29En effet, la théorie traditionnelle dit que de mêmes causes (réévaluation/dévaluation) ont de mêmes effets partout, à savoir le rééquilibrage automatique de la balance courante. Les théories des cercles disent que ces causes ont pour effet la différenciation structurelle entre économies compétitives et non compétitives. Enfin, les théories de compétitivité structurelle disent qu’elles ont des effets différents suivant les compétitivités structurelles nationales, c’est-à-dire selon les capacités d’adaptation et d’innovation propres à chaque système spatial. Cependant, l’ensemble de ces contributions considèrent l’espace couvert par une monnaie comme homogène. À l’inverse, la théorie des zones monétaires optimales, basée sur les asymétries entre espaces lors de variations du taux de change, reste sur l’idée des coûts d’ajustement pour les régions défavorisées alors que les impacts structurels, notamment sur la spécialisation dans des secteurs à forte ou faible élasticité-prix, sont ignorés.

II – Ajustement structurel des systèmes de production régionaux et taux de change : un tableau synthétique

30Les théories de l’impact du taux de change sur les activités économiques supposent généralement des espaces nationaux homogènes. Les théories concernant les systèmes de production régionaux tiennent compte des spécificités régionales mais n’ont jamais établi la liaison avec le taux de change. Comment, dès lors, concilier « évolution du taux de change » et « développement régional » ?

31Nous définissons tout d’abord la notion de systèmes de production régionaux (SPR) ainsi que le revenu de base généré par ces systèmes, puis nous présentons les critères retenus pour différencier l’impact régional du taux de change. Les critères porteront premièrement sur les structures des SPR, en tenant compte des spécialisations sectorielles et de la prépondérance ou non, dans une région, de grandes entreprises internationalisées. Le second ensemble de critères porte sur les différences dans les capacités d’adaptation et d’innovation au niveau local. Finalement, un tableau synthétisera un certain nombre d’évolutions possibles des SPR.
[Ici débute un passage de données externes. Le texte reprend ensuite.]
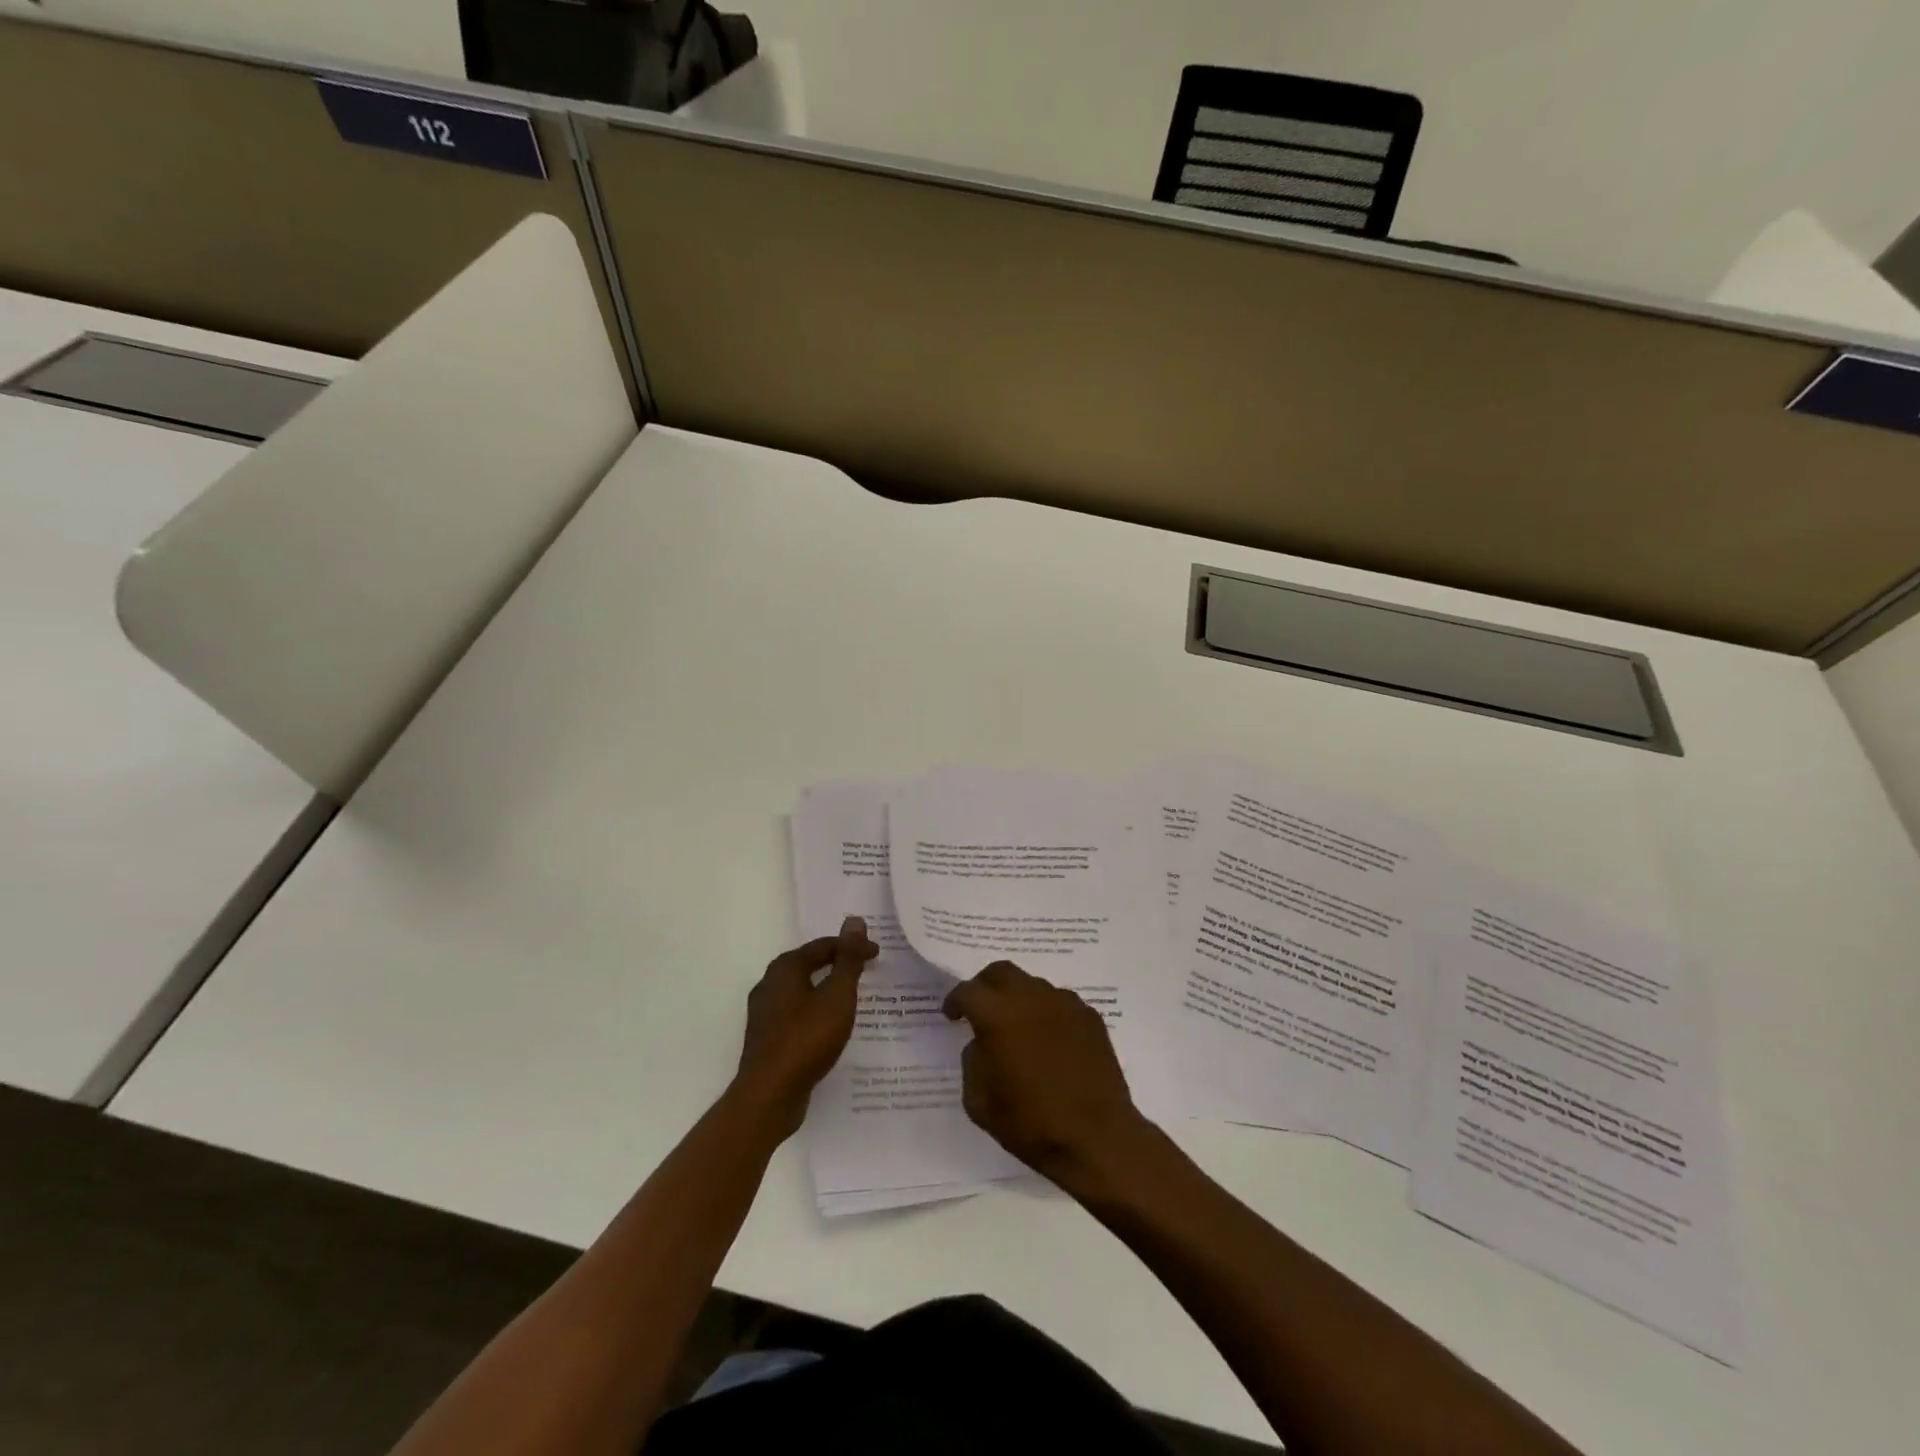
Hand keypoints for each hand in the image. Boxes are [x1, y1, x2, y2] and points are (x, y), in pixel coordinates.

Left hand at [735, 917, 877, 1136]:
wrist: (770, 1095)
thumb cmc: (807, 1038)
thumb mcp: (837, 995)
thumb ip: (848, 959)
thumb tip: (854, 920)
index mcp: (784, 968)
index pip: (824, 946)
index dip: (852, 947)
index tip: (877, 955)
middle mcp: (769, 985)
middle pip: (809, 965)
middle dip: (838, 966)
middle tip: (866, 971)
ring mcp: (765, 1014)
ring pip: (802, 992)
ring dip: (827, 991)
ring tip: (852, 999)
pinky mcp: (766, 1040)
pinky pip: (797, 1015)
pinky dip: (817, 1013)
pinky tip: (831, 1028)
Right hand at [943, 960, 1151, 1186]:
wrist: (1096, 1138)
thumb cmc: (1031, 1124)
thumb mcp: (980, 1102)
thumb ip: (972, 1062)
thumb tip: (982, 1043)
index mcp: (998, 1016)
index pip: (968, 991)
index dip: (955, 1001)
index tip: (952, 1015)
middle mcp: (1031, 998)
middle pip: (1001, 972)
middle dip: (985, 986)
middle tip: (981, 1009)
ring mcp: (1065, 1003)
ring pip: (1033, 985)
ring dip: (1018, 999)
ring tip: (1017, 1028)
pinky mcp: (1090, 1016)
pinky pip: (1059, 1002)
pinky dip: (1046, 1013)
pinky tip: (1048, 1040)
2.1 – Activités et revenu de base d’une région : les SPR

2.1.1 – Définition des SPR

32Un Système de production régional (SPR) est défini comme une zone géographique de spécialisation(s) productive(s) incluant un certain nombre d’acteurs régionaux (entreprises - petites ou grandes-, institutions, autorités publiques). Ces acteurs sont en interaction les uns avec les autres selon des relations de complémentarités techniques (relations marchandes input/output, relations entre système de formation/recherche et entreprises), de concurrence et/ou de coopération. Un SPR recèle et génère des ressources spécifiques (en particulier des savoir-faire) qui fondent sa compétitivité. Enfin, il possède une autonomie plus ou moins importante dans son évolution (CREVOISIER, CORPATAUX et THIERSTEIN, 2000).

33Les limites spatiales d’un SPR recoupent donc un certain nombre d’éléments : spécialisation des activités par rapport aux autres espaces nationaux ; relations particulières entre acteurs régionaux qui définissent également un espace particulier ; présence de ressources spécifiques qui distinguent la région de ses voisines ; enfin, et de manière plus globale, capacité d’adaptation et d’innovation autonome qui inclut un certain nombre d’acteurs dans une dynamique qui différencie cet espace de ceux qui l’entourent.

34Un SPR est donc plus ou moins englobant dans le sens où il inclura une partie plus ou moins importante de la région : l’économie de certaines régions est presque totalement constituée de son SPR. Dans d’autres, au contraire, le SPR et ses branches de spécialisation ne constituent qu’une partie minoritaire de l’économie parce que la région est plus diversifiée ou qu’elle possède davantage d’activités induites. L’autonomie du SPR est également plus ou moins marquée, allant d’un SPR dépendant, constitué pour l’essentiel de succursales de grandes entreprises nouant peu de relations locales à de véritables milieux innovateurs.

2.1.2 – Analyse du revenu de base du SPR

35La théorie de la base (HOYT, 1939 ; GOUGUET, 1981) part de l’idée que la croissance économique d’une ville ou d’une région dépend de son revenu de base, à savoir le revenu qu’elle retire de la vente de ses produits et de ses services en dehors de la région, que ce soit dans le pays ou à l’exportation. Des emplois dans la région seront ainsi induits par ce revenu. Dans sa première version, cette théorie reste bien sûr très limitée et a fait l’objet de nombreuses critiques. Néanmoins, son principe de base (la liaison entre le revenu de base et le développement de la région) inspire encore de nombreuses recherches en économie régionale.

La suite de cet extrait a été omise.